----- Dataset content -----

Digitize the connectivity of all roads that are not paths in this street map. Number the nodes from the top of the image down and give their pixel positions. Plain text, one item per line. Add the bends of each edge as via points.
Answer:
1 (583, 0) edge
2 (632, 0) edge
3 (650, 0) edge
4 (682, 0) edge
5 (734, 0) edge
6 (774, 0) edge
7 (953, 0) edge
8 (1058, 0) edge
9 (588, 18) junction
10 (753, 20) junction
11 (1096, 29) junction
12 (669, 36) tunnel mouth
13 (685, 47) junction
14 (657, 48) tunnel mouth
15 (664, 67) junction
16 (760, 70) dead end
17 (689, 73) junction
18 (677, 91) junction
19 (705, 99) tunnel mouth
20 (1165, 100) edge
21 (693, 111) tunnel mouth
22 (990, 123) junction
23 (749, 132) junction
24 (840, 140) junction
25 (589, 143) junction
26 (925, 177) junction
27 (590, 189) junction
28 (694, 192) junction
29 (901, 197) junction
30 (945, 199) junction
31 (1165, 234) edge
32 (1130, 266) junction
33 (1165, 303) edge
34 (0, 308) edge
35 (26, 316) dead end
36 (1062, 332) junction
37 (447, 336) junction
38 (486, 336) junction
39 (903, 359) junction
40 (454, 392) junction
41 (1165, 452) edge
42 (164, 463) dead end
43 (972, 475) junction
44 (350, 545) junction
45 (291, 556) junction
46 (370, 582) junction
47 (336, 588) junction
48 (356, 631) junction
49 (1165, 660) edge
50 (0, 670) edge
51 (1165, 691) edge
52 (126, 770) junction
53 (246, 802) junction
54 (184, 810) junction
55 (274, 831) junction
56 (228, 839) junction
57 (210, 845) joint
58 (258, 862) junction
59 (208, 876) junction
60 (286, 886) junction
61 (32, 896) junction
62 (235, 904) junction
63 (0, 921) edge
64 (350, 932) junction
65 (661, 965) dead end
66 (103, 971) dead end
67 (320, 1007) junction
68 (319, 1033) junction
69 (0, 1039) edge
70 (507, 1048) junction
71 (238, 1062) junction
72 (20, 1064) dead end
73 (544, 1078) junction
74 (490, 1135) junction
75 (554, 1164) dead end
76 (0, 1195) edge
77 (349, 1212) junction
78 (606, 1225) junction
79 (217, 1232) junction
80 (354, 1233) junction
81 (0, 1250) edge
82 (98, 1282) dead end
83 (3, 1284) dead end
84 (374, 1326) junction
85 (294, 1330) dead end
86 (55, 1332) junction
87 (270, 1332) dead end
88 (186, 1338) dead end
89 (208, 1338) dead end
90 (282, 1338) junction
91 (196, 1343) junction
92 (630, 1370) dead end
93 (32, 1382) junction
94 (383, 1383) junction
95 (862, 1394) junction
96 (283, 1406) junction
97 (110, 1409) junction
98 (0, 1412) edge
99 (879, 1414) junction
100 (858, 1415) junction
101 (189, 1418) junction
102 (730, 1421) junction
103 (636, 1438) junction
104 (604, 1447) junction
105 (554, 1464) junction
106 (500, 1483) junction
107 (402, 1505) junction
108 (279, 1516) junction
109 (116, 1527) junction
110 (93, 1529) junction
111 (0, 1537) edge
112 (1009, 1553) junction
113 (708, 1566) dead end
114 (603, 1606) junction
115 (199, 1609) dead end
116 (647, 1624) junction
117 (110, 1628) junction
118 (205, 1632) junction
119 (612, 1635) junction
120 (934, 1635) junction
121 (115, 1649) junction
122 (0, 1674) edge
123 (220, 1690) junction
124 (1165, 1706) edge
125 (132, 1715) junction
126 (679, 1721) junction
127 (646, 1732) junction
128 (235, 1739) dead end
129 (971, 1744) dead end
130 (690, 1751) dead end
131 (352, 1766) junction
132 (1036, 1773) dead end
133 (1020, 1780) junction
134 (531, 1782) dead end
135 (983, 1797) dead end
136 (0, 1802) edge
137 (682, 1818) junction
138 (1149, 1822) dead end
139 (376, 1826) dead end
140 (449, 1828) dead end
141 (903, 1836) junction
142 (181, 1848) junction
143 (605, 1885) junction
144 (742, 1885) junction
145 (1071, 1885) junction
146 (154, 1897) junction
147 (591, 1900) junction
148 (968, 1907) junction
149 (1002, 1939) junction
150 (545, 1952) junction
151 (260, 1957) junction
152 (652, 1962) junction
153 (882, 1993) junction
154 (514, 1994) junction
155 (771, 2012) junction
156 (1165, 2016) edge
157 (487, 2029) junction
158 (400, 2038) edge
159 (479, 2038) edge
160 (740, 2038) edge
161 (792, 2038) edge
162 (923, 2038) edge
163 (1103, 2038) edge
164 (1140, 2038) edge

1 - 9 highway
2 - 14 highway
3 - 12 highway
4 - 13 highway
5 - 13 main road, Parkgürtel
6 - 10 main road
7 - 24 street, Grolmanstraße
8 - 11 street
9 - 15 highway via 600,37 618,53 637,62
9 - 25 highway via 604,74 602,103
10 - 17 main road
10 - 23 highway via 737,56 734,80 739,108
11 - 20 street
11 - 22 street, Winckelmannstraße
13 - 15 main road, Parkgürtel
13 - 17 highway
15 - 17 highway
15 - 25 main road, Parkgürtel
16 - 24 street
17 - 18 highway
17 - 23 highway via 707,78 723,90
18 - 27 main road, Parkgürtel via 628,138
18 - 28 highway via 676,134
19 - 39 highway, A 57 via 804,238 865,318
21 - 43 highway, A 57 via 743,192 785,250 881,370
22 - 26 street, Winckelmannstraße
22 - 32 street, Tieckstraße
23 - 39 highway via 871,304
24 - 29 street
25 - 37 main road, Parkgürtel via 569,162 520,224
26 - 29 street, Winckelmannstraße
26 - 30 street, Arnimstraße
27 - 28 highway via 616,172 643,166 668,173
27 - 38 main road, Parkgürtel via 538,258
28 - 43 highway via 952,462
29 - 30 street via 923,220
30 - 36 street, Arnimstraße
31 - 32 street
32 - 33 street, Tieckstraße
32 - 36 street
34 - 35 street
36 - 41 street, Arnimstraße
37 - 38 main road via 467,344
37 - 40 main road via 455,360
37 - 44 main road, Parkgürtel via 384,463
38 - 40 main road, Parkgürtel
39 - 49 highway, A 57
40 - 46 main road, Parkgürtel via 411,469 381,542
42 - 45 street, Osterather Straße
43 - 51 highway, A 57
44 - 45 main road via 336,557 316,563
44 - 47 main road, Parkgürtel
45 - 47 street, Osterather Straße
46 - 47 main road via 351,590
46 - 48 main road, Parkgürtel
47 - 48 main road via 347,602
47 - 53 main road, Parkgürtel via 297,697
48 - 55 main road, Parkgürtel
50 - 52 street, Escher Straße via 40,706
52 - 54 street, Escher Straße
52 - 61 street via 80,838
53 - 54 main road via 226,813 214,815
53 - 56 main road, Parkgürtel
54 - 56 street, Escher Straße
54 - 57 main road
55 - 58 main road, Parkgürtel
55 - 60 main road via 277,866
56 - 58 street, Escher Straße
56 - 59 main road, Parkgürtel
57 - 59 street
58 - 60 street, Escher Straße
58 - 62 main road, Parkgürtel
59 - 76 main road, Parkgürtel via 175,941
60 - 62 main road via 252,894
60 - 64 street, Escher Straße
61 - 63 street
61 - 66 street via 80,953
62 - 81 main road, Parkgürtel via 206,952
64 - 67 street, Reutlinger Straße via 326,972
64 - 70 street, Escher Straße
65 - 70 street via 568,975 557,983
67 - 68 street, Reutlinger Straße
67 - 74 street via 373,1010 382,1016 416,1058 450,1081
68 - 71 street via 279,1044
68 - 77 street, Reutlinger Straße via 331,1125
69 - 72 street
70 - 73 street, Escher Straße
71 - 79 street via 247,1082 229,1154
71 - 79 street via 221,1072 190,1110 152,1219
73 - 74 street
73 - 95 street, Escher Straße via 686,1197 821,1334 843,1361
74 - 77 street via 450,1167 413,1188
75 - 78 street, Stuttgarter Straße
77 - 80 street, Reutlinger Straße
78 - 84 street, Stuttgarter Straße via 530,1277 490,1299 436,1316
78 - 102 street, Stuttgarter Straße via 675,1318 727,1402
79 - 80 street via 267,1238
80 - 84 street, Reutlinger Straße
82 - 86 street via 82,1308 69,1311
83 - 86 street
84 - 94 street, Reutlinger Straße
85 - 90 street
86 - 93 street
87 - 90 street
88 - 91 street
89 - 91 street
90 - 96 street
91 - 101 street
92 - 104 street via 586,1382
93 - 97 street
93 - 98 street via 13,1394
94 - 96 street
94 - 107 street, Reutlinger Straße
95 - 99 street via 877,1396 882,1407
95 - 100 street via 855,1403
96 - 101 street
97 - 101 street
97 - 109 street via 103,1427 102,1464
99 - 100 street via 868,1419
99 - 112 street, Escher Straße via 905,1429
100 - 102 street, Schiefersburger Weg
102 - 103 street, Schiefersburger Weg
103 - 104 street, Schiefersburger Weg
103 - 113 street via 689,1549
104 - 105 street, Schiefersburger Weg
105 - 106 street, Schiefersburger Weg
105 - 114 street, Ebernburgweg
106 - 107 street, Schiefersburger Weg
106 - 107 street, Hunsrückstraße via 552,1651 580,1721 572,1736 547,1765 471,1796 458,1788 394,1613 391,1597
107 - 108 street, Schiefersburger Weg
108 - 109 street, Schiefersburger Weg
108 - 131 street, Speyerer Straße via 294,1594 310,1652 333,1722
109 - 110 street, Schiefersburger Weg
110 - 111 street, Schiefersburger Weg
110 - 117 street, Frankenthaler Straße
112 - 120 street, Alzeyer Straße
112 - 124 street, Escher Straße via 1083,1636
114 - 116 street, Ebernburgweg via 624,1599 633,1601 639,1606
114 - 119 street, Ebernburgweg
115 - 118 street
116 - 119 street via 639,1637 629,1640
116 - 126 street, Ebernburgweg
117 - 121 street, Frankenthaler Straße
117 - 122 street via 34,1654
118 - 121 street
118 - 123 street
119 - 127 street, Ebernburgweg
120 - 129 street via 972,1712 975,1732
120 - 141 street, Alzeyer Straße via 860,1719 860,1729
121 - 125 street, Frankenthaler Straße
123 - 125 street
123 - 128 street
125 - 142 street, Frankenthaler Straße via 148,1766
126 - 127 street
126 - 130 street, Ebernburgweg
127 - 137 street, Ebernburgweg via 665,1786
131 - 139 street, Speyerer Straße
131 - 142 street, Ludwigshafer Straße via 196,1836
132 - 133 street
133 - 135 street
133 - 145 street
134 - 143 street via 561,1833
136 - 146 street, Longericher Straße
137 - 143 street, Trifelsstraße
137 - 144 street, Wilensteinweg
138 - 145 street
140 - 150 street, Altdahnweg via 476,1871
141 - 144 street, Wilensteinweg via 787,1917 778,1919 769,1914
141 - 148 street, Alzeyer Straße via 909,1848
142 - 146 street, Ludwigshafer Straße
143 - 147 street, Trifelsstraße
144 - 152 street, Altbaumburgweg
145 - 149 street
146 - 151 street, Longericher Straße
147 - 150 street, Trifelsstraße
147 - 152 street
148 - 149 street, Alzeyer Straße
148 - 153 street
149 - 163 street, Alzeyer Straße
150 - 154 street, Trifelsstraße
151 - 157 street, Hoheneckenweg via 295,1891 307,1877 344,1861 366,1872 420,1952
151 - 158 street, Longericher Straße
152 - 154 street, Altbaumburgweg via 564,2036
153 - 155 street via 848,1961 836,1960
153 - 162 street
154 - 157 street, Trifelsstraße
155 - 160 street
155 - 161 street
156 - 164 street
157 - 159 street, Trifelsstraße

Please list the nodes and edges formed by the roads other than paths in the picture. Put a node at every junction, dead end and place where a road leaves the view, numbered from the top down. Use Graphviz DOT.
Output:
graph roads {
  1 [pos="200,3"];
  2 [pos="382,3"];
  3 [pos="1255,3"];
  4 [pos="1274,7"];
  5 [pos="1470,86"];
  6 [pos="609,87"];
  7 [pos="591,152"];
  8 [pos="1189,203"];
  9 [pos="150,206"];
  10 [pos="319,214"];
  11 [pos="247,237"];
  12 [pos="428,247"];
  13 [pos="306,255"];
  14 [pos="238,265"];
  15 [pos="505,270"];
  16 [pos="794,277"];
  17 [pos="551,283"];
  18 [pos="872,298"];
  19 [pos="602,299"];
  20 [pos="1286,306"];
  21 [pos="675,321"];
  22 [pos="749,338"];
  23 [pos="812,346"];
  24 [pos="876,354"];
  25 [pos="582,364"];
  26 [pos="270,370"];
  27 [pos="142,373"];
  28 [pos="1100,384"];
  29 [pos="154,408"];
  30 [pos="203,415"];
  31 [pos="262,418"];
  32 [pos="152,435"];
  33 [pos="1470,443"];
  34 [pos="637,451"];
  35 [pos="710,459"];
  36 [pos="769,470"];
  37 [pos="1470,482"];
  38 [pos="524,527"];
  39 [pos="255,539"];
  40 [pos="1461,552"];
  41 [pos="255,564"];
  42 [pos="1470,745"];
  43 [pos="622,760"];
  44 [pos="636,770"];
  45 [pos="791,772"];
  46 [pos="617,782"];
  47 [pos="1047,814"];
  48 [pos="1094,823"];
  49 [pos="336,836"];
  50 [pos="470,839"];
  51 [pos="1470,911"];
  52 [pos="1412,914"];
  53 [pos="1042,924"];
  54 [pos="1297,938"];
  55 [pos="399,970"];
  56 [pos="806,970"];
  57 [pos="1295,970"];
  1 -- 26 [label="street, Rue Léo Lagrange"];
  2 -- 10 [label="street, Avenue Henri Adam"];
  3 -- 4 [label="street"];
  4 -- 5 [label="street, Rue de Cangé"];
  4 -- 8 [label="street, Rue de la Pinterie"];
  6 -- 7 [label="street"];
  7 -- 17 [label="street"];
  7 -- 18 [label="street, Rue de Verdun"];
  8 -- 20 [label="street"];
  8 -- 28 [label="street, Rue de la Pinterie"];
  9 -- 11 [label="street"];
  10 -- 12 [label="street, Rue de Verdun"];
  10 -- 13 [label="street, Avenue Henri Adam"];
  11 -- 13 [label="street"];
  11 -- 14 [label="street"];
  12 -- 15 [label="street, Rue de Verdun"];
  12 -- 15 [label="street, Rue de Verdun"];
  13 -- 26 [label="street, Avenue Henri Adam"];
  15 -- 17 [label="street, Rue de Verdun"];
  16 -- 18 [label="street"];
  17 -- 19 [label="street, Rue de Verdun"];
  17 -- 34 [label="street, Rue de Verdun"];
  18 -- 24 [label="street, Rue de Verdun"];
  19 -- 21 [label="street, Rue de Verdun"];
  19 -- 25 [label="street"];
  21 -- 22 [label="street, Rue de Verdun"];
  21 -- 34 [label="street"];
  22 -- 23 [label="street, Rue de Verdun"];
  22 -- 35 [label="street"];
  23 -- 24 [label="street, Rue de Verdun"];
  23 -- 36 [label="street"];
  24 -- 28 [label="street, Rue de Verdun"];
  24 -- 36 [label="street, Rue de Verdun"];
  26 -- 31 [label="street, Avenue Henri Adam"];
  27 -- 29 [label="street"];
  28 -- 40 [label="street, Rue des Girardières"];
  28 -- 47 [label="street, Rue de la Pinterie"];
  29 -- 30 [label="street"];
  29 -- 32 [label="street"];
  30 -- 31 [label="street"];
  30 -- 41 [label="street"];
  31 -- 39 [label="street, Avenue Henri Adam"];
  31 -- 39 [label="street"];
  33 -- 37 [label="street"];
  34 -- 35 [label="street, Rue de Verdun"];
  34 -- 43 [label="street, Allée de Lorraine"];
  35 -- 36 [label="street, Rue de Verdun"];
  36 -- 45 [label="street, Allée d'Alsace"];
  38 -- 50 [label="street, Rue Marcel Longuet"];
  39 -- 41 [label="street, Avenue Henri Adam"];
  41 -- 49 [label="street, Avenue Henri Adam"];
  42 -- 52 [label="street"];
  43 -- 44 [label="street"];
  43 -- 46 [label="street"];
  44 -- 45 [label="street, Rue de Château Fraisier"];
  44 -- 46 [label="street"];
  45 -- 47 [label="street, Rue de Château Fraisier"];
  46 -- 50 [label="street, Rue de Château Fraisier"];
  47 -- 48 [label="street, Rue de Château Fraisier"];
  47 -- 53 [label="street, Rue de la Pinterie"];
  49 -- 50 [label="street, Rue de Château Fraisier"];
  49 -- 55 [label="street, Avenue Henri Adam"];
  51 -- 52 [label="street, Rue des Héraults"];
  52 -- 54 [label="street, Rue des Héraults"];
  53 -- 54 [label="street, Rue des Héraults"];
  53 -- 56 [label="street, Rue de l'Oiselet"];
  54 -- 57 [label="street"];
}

-----

Task details:
Scan the entries above for the word "tunnel", then copy every line in which it occurs.

Solved problem:
12 (669, 36) tunnel mouth
14 (657, 48) tunnel mouth
19 (705, 99) tunnel mouth
21 (693, 111) tunnel mouth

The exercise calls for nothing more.